Sunday, April 12, 2009

Beef First Cut Rib Roast and Gravy

If you know anything about my mountain man, he is a man's man. (No, not that way!) He is ALL man, hunting, fishing, and eating a great steak.
My good fortune, he is also an excellent preparer of great steaks!

From In The Kitchen


Eight Pound First Cut Rib Roast on the bone
Medium sized Vidalia Onion
3 tsp salt
1 tsp pepper
1 tsp garlic powder
3 cups water
4 tbs flour
3/4 oz gravy master

Debone the Rib Roast (Sounds sexy, no?-Well, not so much!)
Using an extremely sharp fillet knife, cut the bone from the rib roast

From In The Kitchen

Then tie the bone back into place on the roast with string.
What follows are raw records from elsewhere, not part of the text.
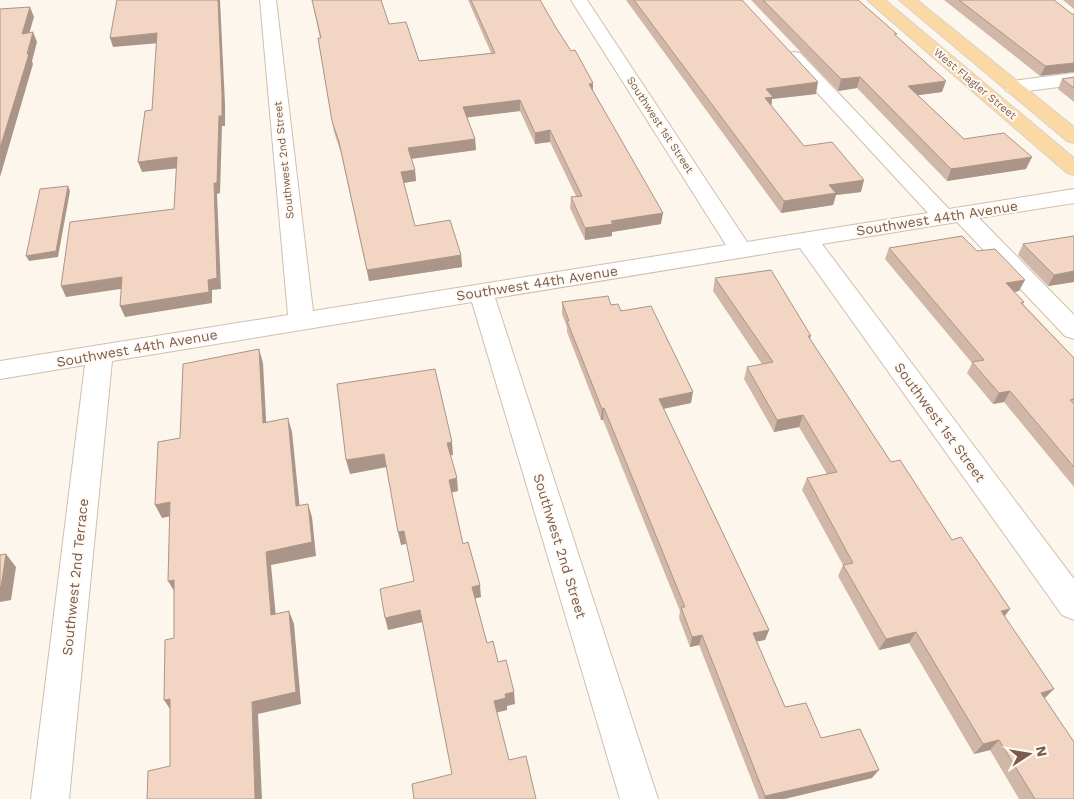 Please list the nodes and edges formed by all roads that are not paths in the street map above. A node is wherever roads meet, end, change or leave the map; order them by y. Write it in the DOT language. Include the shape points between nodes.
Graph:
graph roads {
  1 [pos="268,0"];
  2 [pos="580,0"];
  3 [pos="875,0"];
  4 [pos="907,0"];
  5 [pos="781,43"];
  6 [pos="954,66"];
  7 [pos="1074,79"];
  8 [pos="1013,87"];
  9 [pos="1074,137"];
  10 [pos="1074,169"];
  11 [pos="1074,196"];
  12 [pos="952,215"];
  13 [pos="806,239"];
  14 [pos="740,249"];
  15 [pos="481,292"];
  16 [pos="301,320"];
  17 [pos="1074,330"];
  18 [pos="100,354"];
  19 [pos="0,370"];
  20 [pos="1074,605"];
  21 [pos="50,799"];
  22 [pos="639,799"];
  1 -- 16 [label="street, Southwest 2nd Street"];
  2 -- 14 [label="street, Southwest 1st Street"];
  3 -- 6 [label="main road, West Flagler Street"];
  4 -- 8 [label="main road, West Flagler Street"];
  5 -- 12 [label="street"];
  6 -- 8 [label="main road"];
  6 -- 10 [label="main road, West Flagler Street"];
  7 -- 8 [label="street"];
  8 -- 9 [label="main road, West Flagler Street"];
  11 -- 12 [label="street, Southwest 44th Avenue"];
  12 -- 13 [label="street, Southwest 44th Avenue"];
  12 -- 17 [label="street"];
  13 -- 14 [label="street, Southwest 44th Avenue"];
  13 -- 20 [label="street, Southwest 1st Street"];
  14 -- 15 [label="street, Southwest 44th Avenue"];
  15 -- 16 [label="street, Southwest 44th Avenue"];
  15 -- 22 [label="street, Southwest 2nd Street"];
  16 -- 18 [label="street, Southwest 44th Avenue"];
  18 -- 19 [label="street, Southwest 44th Avenue"];
  18 -- 21 [label="street, Southwest 2nd Terrace"];
} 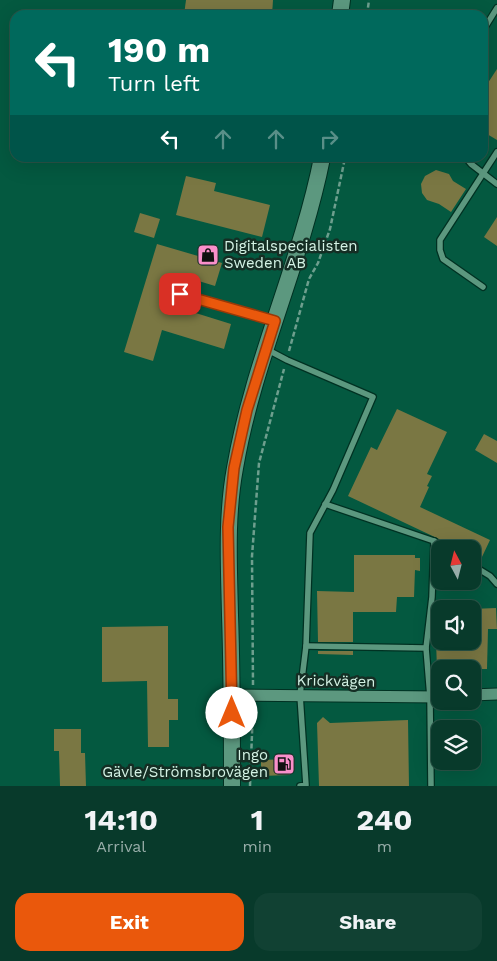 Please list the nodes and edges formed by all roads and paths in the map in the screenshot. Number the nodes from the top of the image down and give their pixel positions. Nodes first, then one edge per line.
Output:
1 (497, 8) edge
2 (488, 22) edge
3 (497, 152) edge
4 (321, 162) edge
5 (345, 162) edge
6 (470, 162) edge
7 (483, 174) junction
8 (497, 184) edge
9 (483, 287) dead end
10 (180, 294) dead end
11 (275, 321) junction
12 (266, 348) junction
13 (287, 360) junction
14 (325, 504) junction
15 (431, 540) edge
16 (481, 570) edge
17 (497, 584) edge
18 (432, 590) edge
19 (306, 646) junction
20 (426, 648) junction
21 (431, 675) edge
22 (254, 694) junction
23 (497, 694) edge
24 (232, 695) junction
25 (300, 695) junction
26 (481, 695) edge
27 (431, 697) edge
28 (434, 710) edge
29 (232, 786) edge
30 (250, 786) edge
31 (300, 786) edge
32 (431, 786) edge

1 - 2 lane
3 - 7 lane
4 - 11 main road
5 - 13 path
6 - 7 lane
7 - 8 lane
7 - 9 lane
10 - 11 lane
11 - 12 main road
12 - 13 lane
12 - 24 main road
13 - 14 lane
13 - 22 path
14 - 15 lane
14 - 19 lane
16 - 17 lane
18 - 20 lane
19 - 20 lane
19 - 25 lane
20 - 21 lane
22 - 24 street, Krickvägen
22 - 25 street, Krickvägen
22 - 30 path
23 - 26 street
24 - 29 main road
25 - 27 street, Krickvägen
25 - 31 lane
28 - 32 lane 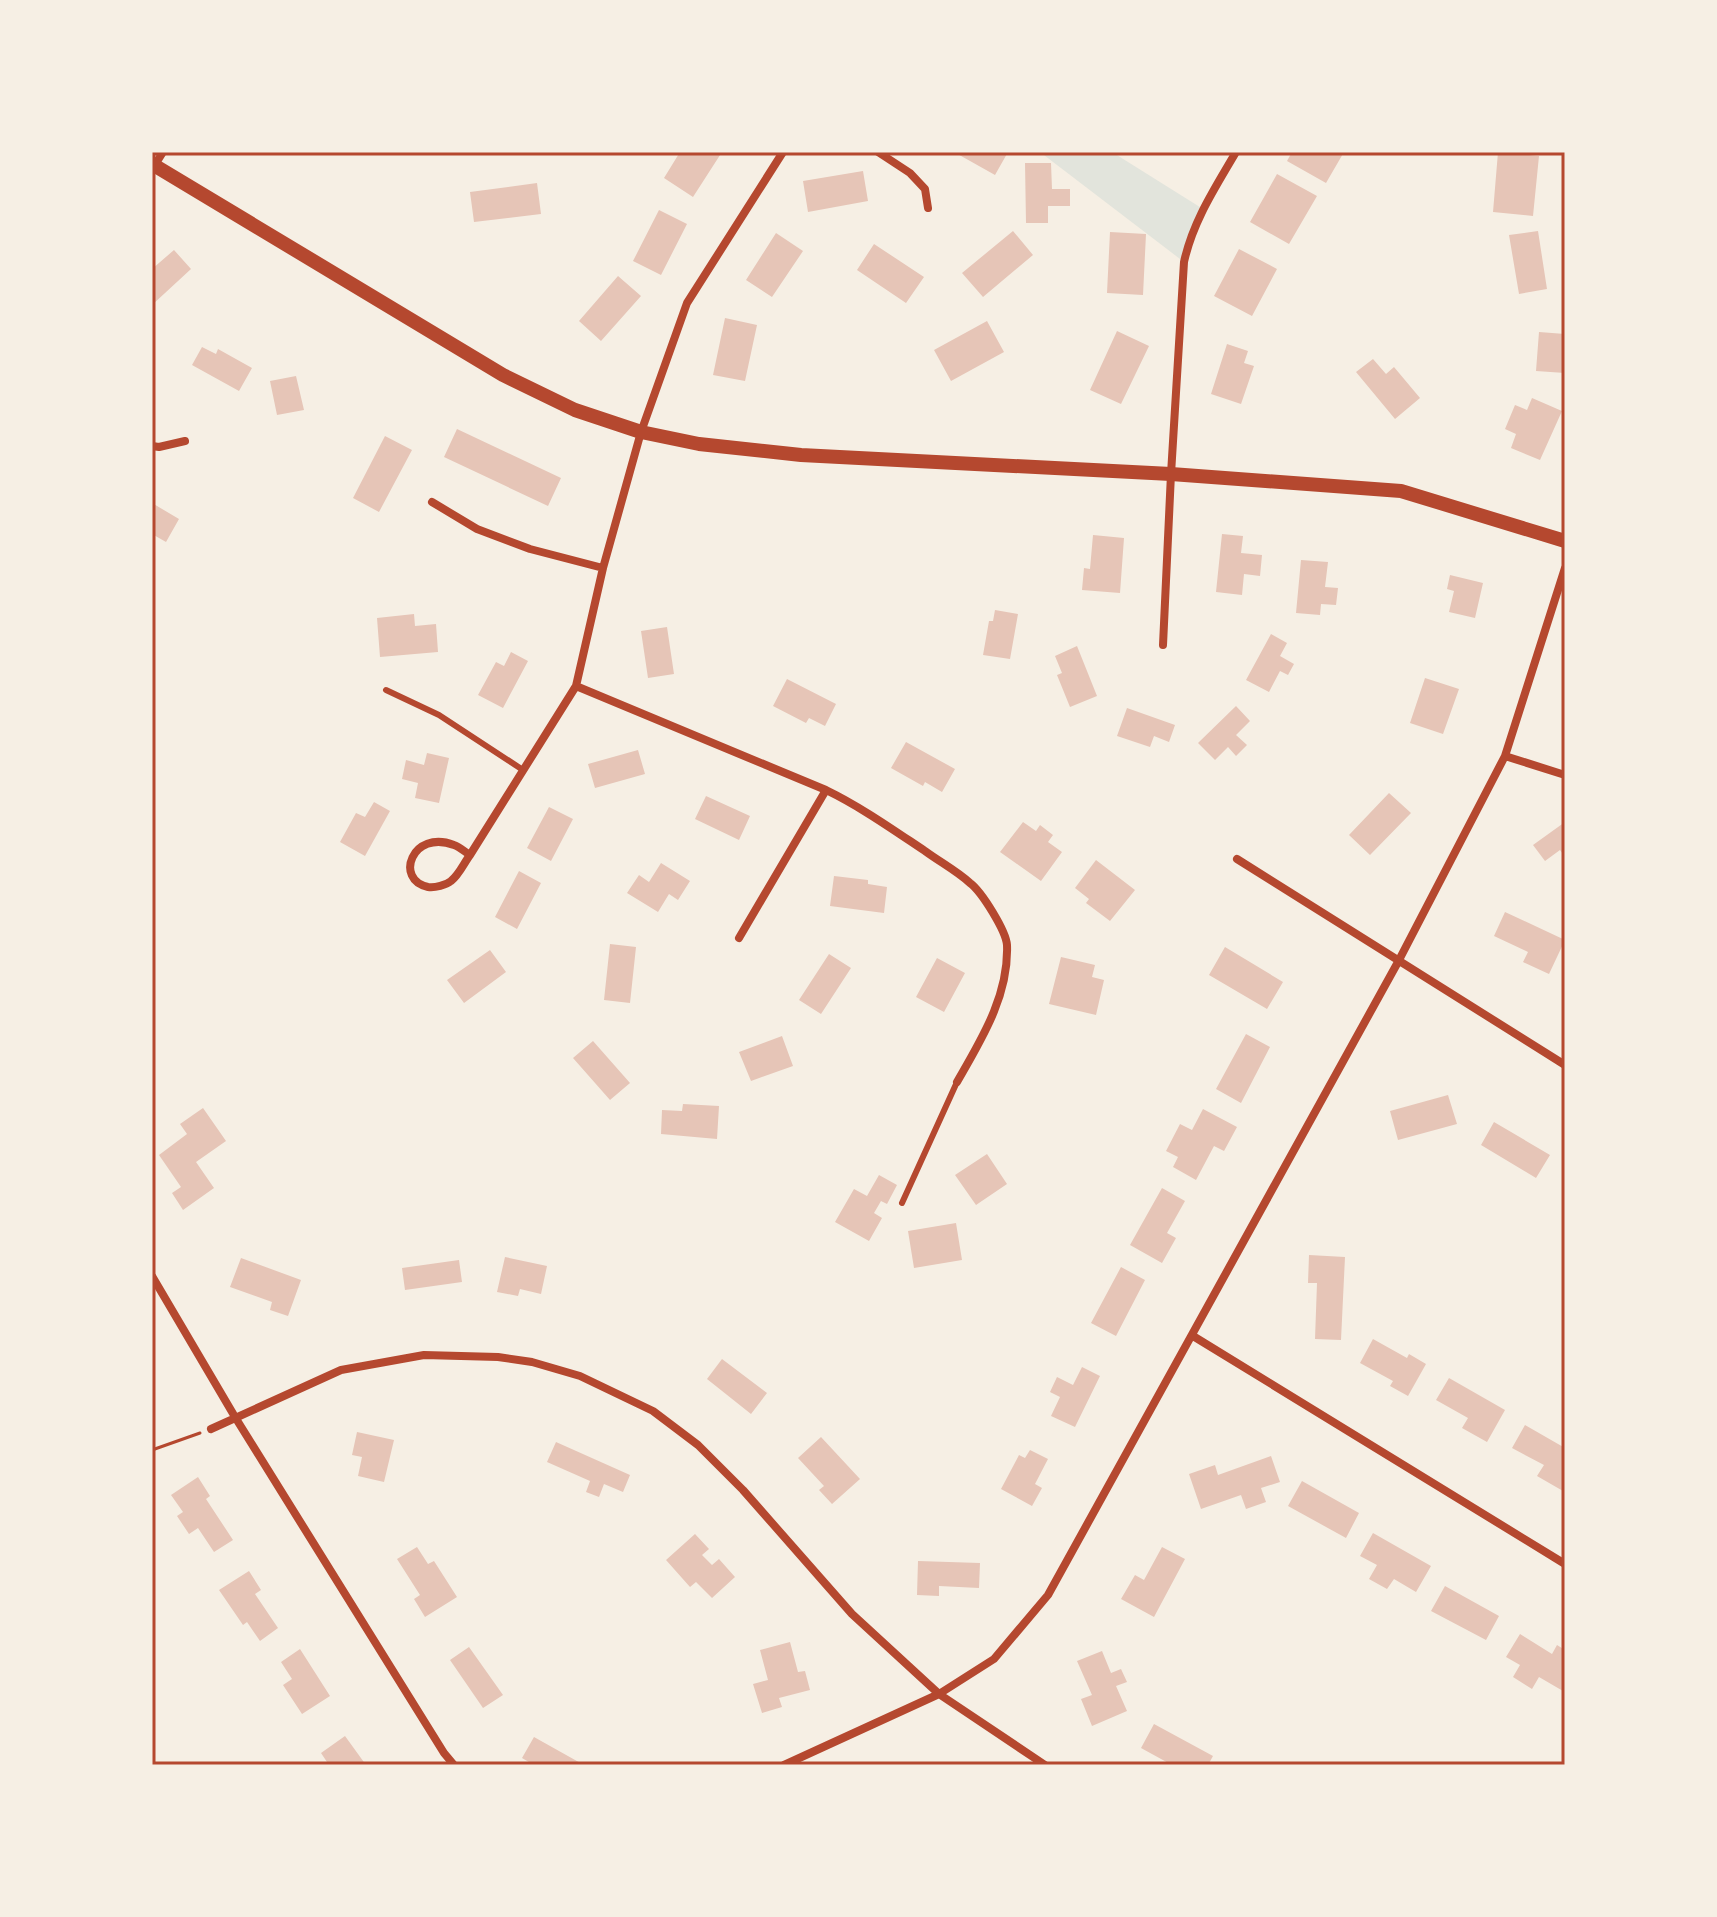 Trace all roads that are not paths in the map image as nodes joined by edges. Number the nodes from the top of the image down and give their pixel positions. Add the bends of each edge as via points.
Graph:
1 (163, 152) edge
2 (783, 152) edge
3 (878, 152) edge
4 (1236, 152) edge
5 (153, 167) edge
6 (928, 208) dead end
7 (641, 432) junction
8 (185, 441) dead end
9 (152, 446) edge
10 (1171, 474) junction
11 (432, 502) dead end
12 (1565, 541) edge
13 (603, 568) junction
14 (1565, 568) edge
15 (1163, 645) dead end
16 (576, 686) junction
17 (386, 690) dead end
18 (1505, 756) junction
19 (523, 770) junction
20 (1565, 775) edge
21 (826, 790) junction
22 (470, 855) junction
23 (1237, 859) dead end
24 (739, 938) dead end
25 (1398, 962) junction
26 (1565, 1065) edge
27 (957, 1082) joint
28 (902, 1203) dead end
29 (152, 1276) edge
30 (1193, 1336) junction
31 (235, 1417) junction
32 (211, 1429) road end
33 (1565, 1564) edge
34 (939, 1694) junction
35 (454, 1765) edge
36 (784, 1765) edge
37 (1045, 1765) edge

1 - 5 street
2 - 7 street via 687,303
3 - 6 street via 925,189
4 - 10 street via 1203,209 1184,262
5 - 7 street via 503,375 575,410
7 - 10 street via 801,455
7 - 13 street
8 - 9 street
10 - 12 street via 1401,491
10 - 15 street
11 - 13 street via 477,529
13 - 16 street
14 - 18 street
16 - 19 street
16 - 21 street
17 - 19 lane via 439,715
18 - 20 street
18 - 25 street
19 - 22 street
21 - 24 street
21 - 27 street via 973,884 1007,942 1005,976 986,1030
22 - 22 street via 451,881 437,887 416,882 410,870 412,856 432,841 455,845
23 - 25 street
25 - 26 street
25 - 30 street
27 - 28 lane
29 - 31 street
30 - 33 street
30 - 34 street via 1048,1595 994,1659
31 - 32 street
31 - 34 street via 341,1370 424,1355 498,1357 580,1376 653,1411 698,1445 852,1614
31 - 35 street
34 - 36 street
34 - 37 street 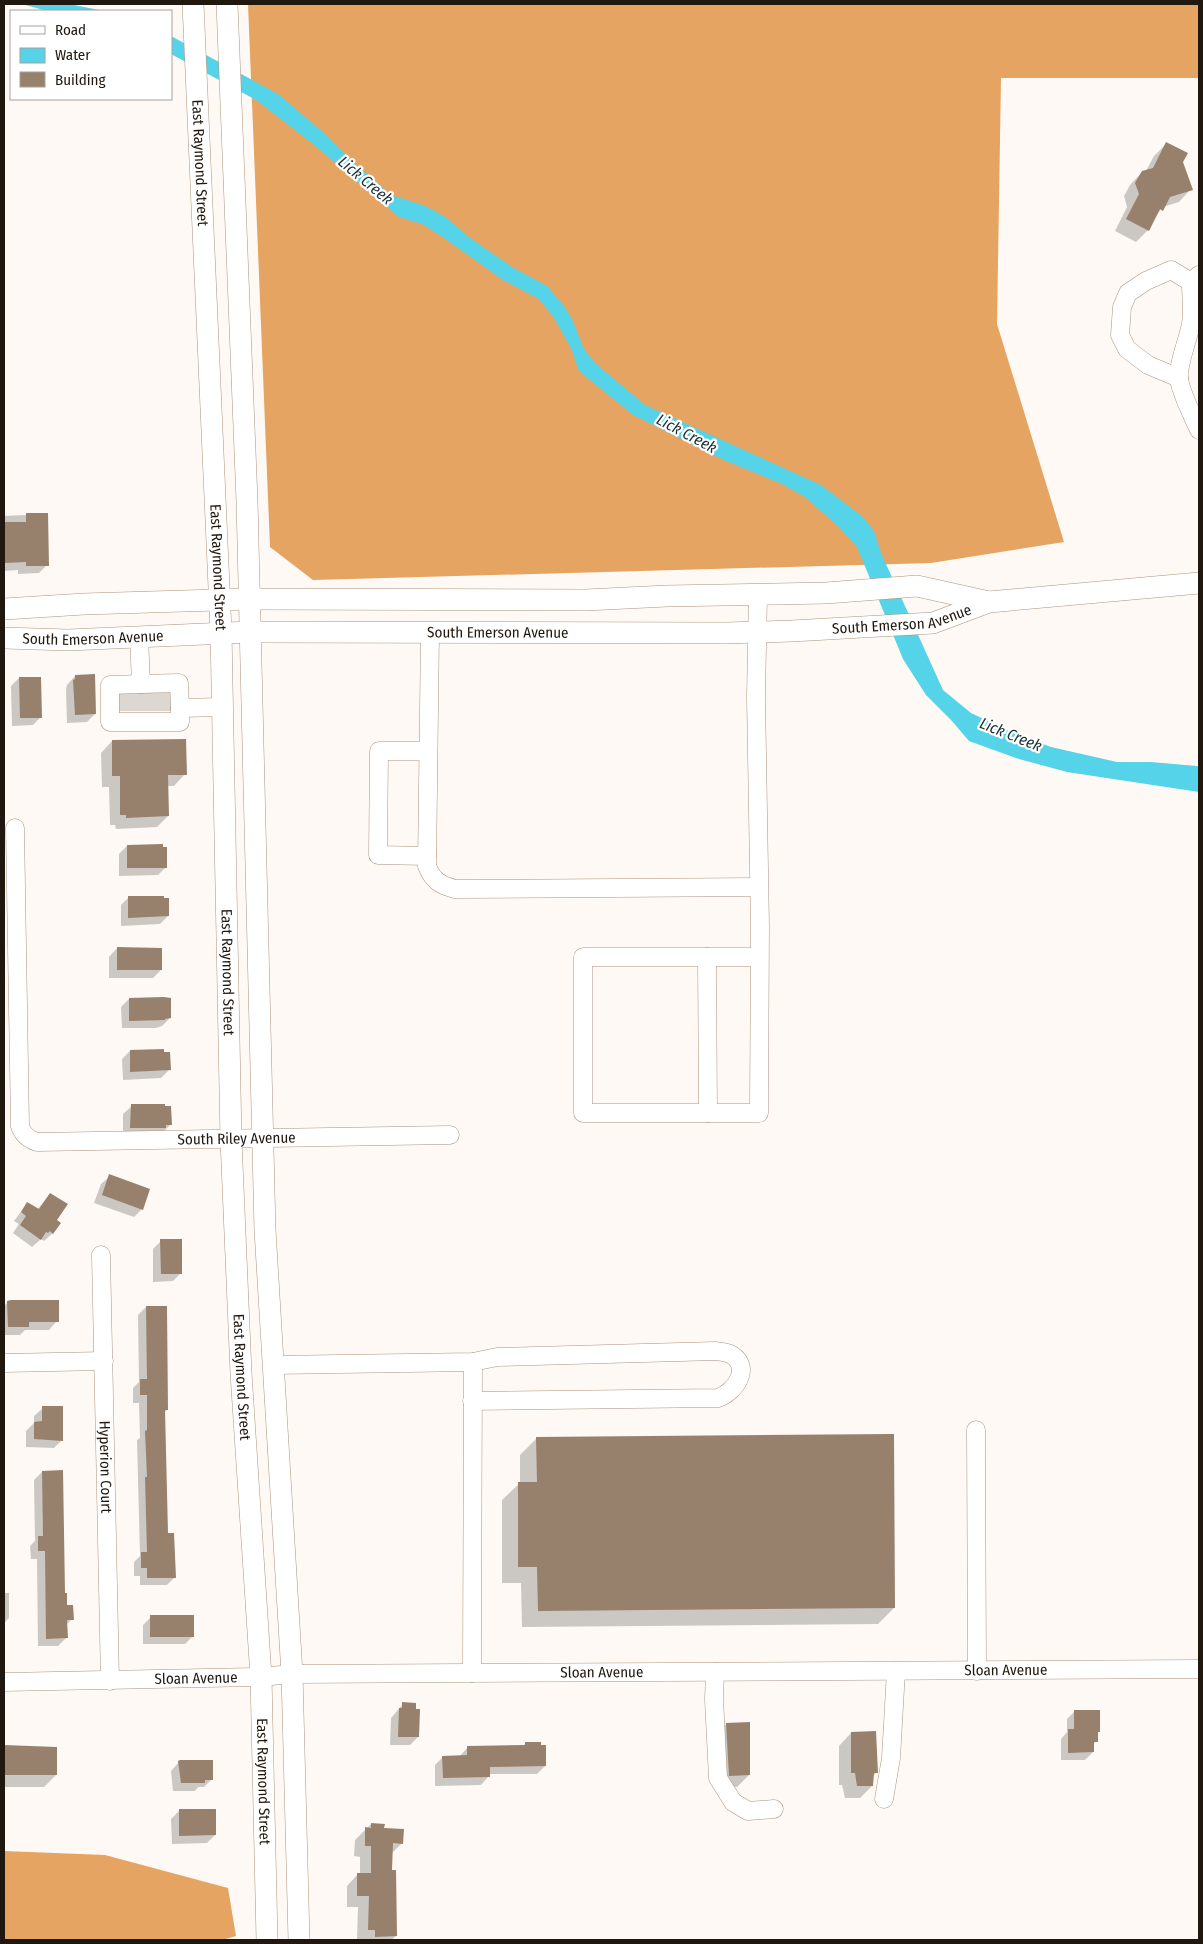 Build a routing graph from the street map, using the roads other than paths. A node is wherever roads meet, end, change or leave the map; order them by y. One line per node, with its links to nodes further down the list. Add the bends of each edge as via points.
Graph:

This gives the roast the full flavor of the meat.

From In The Kitchen
(Ain't they some handsome hands?)

Pat the roast dry with paper towel to ensure salty crust and seasonings stay put, instead of sliding immediately into the pan like when mysuestories does it.
Coat the top of roast liberally with salt.
Follow with pepper and garlic powder.
Slice half the onion and place in bottom of baking pan where they will caramelize for flavor of drippings for gravy.
Slice the other half of onion and fasten to top of roast with toothpicks to ensure they too do not slide immediately into pan.

From In The Kitchen

Pour one cup of water into the bottom of pan to decrease drying of meat.
Place meat thermometer in CENTER of roast, to ensure proper cooking temperature, which should reach 160 degrees. Keep in mind, the meat will continue to cook after it is removed from oven. (That little fact, had mysuestories known it, would have saved countless overcooked steaks!)

From In The Kitchen

Cook at 325 degrees at 20 minutes per lb, which in this case was 2 hours and 20 minutes.
Remove from oven and let roast rest ten minutes. This keeps the juices from running right out of the meat when you slice it. This also keeps the counter clean. Mysuestories likes this tip a lot.
While meat is resting ( after all, it's had a brutal day), place baking pan with drippings over oven burners turned on low and add one cup water, stirring it to deglaze the pan (This, dear reader, if you are anything like mysuestories in the kitchen needs further explanation. ) Deglazing means that all that stuff that looks like it is burned onto the bottom of the pan now becomes the flavor of the gravy.(Pshew...even I was afraid to ask!)
When this comes to a low boil, stir drippings off bottom of pan.
Add 2 cups water with flour in a small mixing bowl, stirring until there are no lumps at all.
Add this mixture slowly into baking pan, whisking constantly to prevent lumps.
Gravy will continue to thicken, so stir until desired consistency is reached. If gravy is too thick, simply add more water till you're happy!
Remove from heat and place in gravy bowl (or, as in mysuestories manor, some times in a large glass Pyrex measuring cup!)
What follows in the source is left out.